The Current Landscape

vLLM is the default open-source serving stack, with TGI as the HuggingFace-native alternative. Both implement continuous batching with chunked prefill and paged KV cache management. NVIDIA’s TensorRT-LLM calls the same concept in-flight batching and provides highly optimized CUDA kernels at the cost of a considerably more complex build system. SGLang is competitive for structured generation and multi-turn agentic workloads. All of them treat iteration-level scheduling as a baseline assumption, not a differentiator.

Speculative decoding adds another layer of complexity to the scheduler. A small draft model proposes multiple tokens per step; the main model verifies them in a single pass. The scheduler has to account for variable token acceptance rates when planning batch composition, since accepted tokens extend sequence length unexpectedly and rejected ones require regeneration. vLLM, TGI, and TensorRT-LLM all added speculative decoding support in 2024, with varying approaches to integrating it with continuous batching.

The scheduling insight from the 2022 Orca paper is now infrastructure.

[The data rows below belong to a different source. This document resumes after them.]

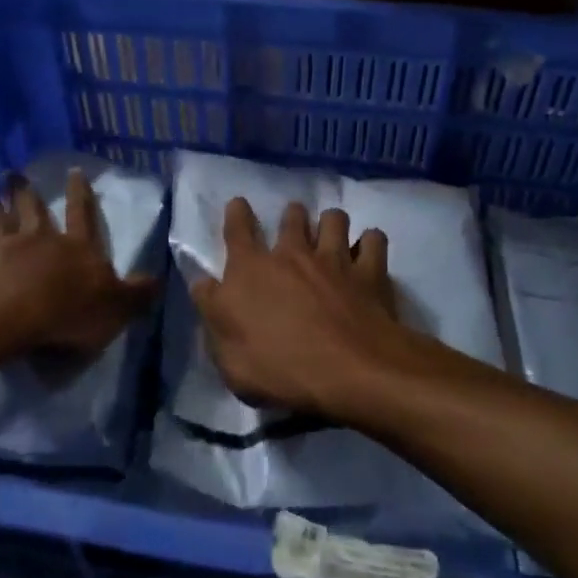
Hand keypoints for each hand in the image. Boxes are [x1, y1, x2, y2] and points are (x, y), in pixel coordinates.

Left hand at [0, 170, 156, 362]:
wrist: (6, 316)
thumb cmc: (66, 312)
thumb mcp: (115, 308)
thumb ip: (136, 295)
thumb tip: (158, 280)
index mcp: (74, 248)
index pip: (82, 214)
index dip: (81, 193)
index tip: (75, 170)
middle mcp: (35, 241)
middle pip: (30, 209)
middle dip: (24, 190)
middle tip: (13, 174)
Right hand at [189, 199, 413, 421]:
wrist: (350, 373)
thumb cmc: (281, 369)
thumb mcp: (229, 356)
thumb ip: (214, 314)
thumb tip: (204, 285)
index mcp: (251, 270)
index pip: (237, 229)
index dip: (237, 214)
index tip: (239, 205)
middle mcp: (292, 253)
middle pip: (292, 217)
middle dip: (292, 216)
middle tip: (295, 228)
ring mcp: (335, 258)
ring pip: (334, 218)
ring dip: (331, 223)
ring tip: (332, 236)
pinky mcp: (370, 271)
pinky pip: (373, 240)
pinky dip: (370, 242)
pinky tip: (368, 252)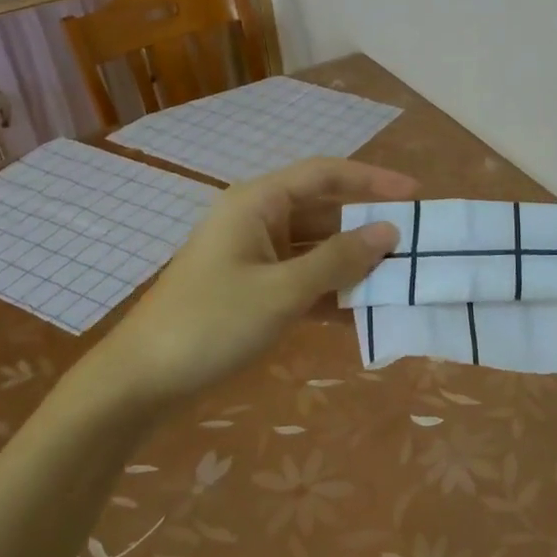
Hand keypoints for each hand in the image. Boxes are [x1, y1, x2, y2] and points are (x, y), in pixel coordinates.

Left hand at [95, 158, 416, 408]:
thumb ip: (338, 260)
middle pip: (323, 213)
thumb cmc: (211, 323)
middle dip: (366, 230)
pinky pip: (302, 281)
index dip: (372, 179)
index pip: (324, 174)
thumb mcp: (282, 291)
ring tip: (397, 284)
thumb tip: (388, 232)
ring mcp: (254, 257)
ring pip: (316, 250)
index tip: (415, 195)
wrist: (141, 381)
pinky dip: (329, 294)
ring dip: (351, 267)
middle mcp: (258, 220)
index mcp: (258, 203)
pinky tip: (361, 317)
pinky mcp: (252, 290)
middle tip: (414, 249)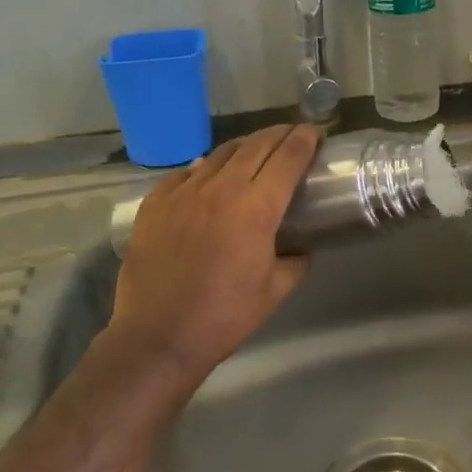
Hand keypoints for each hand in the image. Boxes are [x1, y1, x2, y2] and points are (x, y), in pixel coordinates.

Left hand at [111, 124, 320, 375]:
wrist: (157, 338)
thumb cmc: (224, 317)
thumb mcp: (275, 291)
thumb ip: (296, 261)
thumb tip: (302, 247)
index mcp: (257, 208)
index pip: (288, 157)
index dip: (305, 139)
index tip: (315, 133)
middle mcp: (221, 189)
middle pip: (257, 145)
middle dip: (279, 135)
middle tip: (292, 136)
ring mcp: (184, 192)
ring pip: (220, 153)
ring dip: (245, 147)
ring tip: (255, 151)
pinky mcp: (155, 203)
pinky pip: (185, 173)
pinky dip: (204, 168)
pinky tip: (208, 176)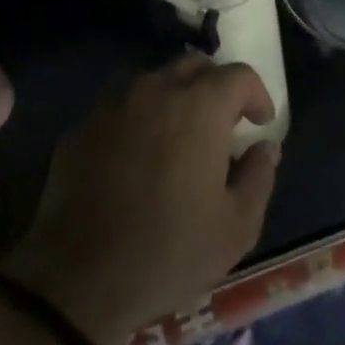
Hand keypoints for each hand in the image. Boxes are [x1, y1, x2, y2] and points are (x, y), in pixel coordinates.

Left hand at [1, 54, 279, 344]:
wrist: (79, 279)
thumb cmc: (169, 252)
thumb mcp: (236, 227)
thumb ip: (259, 177)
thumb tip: (265, 147)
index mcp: (200, 106)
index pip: (238, 75)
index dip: (256, 95)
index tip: (259, 123)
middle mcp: (156, 89)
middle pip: (194, 65)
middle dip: (215, 86)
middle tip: (222, 123)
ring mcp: (114, 104)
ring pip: (154, 81)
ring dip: (175, 97)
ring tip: (179, 137)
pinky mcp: (82, 125)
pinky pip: (121, 106)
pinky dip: (139, 118)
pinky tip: (138, 157)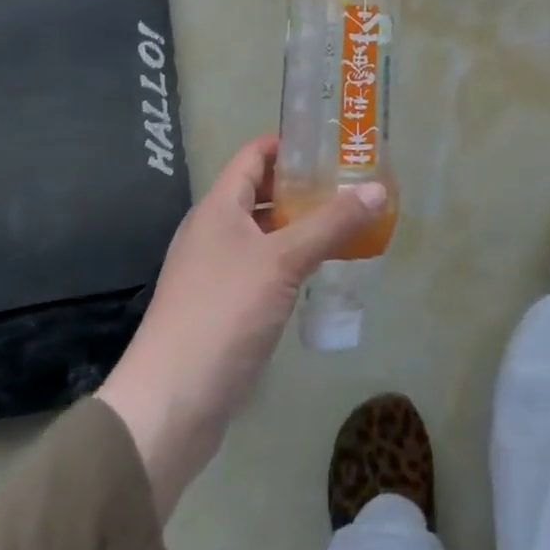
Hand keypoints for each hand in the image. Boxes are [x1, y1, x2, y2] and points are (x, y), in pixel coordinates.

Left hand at [98, 135, 386, 520]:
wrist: (170, 406)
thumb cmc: (223, 314)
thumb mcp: (283, 262)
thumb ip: (331, 224)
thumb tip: (378, 190)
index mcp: (217, 208)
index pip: (253, 156)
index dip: (289, 144)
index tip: (332, 143)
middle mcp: (213, 232)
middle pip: (260, 194)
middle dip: (303, 187)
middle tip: (349, 185)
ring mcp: (215, 272)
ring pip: (264, 234)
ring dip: (300, 227)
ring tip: (345, 223)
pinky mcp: (223, 308)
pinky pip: (263, 269)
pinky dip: (291, 262)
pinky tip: (320, 272)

The questions being actively worked out are the second-order problems: how to disaggregate prefill and decode efficiently at cluster scale, how much prefix sharing can reduce KV cache memory demands in real workloads, and how schedulers should handle preemption when memory fills. The HuggingFace post describes the mechanism at the level you need to understand what existing systems are doing. The design space above those mechanisms is where the research is active, and continuous batching is the foundation everything else is built on.